[[ RECORDS TO USE, beginning ]]

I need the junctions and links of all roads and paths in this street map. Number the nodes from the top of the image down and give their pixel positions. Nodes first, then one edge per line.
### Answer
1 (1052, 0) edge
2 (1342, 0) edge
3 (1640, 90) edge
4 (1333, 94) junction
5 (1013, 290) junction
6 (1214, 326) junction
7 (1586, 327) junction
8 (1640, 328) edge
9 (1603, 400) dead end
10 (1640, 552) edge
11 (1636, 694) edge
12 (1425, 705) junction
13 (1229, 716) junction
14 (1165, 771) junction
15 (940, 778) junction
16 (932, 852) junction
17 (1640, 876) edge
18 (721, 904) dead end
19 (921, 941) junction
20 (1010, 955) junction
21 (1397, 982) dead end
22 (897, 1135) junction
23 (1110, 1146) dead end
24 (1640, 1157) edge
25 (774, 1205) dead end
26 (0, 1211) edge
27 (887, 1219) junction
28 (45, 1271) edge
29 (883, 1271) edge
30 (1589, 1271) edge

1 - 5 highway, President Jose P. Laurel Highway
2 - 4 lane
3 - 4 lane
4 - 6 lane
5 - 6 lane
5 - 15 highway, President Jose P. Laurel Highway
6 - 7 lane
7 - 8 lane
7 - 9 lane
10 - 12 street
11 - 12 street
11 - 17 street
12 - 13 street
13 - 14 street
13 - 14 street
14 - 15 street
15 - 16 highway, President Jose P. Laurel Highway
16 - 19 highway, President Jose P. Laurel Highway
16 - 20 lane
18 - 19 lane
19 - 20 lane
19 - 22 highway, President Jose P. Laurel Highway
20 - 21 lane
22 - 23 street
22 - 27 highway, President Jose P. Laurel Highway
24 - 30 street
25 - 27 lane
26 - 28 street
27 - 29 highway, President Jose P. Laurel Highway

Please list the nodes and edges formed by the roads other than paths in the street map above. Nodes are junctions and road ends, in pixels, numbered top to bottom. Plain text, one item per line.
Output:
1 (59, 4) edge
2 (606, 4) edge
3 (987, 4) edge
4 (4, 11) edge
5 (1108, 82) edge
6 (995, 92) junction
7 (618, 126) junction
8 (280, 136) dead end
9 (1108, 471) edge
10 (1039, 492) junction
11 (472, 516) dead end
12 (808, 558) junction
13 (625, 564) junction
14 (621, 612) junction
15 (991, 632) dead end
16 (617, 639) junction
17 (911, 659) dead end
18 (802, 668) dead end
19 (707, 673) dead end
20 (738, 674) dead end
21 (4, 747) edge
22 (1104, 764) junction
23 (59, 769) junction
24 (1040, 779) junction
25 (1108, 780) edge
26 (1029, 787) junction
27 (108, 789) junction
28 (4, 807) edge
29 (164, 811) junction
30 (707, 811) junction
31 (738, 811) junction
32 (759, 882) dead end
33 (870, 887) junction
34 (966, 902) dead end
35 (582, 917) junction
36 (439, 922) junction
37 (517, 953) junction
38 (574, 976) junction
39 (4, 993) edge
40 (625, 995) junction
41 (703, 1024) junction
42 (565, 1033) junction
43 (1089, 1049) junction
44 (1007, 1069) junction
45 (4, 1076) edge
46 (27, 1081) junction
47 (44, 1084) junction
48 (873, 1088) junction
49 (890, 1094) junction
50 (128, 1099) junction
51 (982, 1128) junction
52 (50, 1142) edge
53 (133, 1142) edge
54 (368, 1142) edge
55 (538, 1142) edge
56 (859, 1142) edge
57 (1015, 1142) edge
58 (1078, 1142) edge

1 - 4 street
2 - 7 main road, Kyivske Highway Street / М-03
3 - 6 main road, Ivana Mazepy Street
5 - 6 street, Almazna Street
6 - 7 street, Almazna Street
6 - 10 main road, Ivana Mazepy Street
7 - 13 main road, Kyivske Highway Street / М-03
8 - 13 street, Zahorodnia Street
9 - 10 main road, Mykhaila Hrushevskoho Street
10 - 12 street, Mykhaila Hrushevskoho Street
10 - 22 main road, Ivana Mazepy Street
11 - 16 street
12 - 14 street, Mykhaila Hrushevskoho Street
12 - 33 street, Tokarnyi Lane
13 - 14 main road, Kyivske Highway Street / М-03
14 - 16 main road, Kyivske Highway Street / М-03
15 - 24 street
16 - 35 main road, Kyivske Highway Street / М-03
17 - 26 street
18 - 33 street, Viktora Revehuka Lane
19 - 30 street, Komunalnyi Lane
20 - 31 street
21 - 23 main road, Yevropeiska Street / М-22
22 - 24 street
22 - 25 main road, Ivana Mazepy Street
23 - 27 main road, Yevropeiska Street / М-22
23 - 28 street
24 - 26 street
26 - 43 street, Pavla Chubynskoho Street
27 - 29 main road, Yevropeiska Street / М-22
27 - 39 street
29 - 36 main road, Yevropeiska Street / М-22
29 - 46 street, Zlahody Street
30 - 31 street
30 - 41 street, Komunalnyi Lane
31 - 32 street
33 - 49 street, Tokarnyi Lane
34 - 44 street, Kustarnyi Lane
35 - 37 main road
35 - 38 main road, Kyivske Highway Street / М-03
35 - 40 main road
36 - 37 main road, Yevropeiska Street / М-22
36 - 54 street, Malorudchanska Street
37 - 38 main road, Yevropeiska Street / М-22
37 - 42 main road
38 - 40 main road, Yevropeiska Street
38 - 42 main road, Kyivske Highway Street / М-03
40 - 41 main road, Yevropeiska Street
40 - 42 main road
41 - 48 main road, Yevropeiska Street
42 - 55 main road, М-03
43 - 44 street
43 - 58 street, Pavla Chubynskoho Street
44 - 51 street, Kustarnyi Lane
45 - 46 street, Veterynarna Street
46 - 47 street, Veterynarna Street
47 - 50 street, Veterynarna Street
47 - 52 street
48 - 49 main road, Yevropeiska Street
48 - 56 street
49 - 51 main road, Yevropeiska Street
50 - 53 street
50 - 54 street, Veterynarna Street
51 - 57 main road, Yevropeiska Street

[[ RECORDS TO USE, end ]]

PROBLEM REQUIREMENTS ->
Scan the data above line by line. Please say how many lines hold the word "Almazna", and give only that number.

COMPLETED EXERCISE ->
2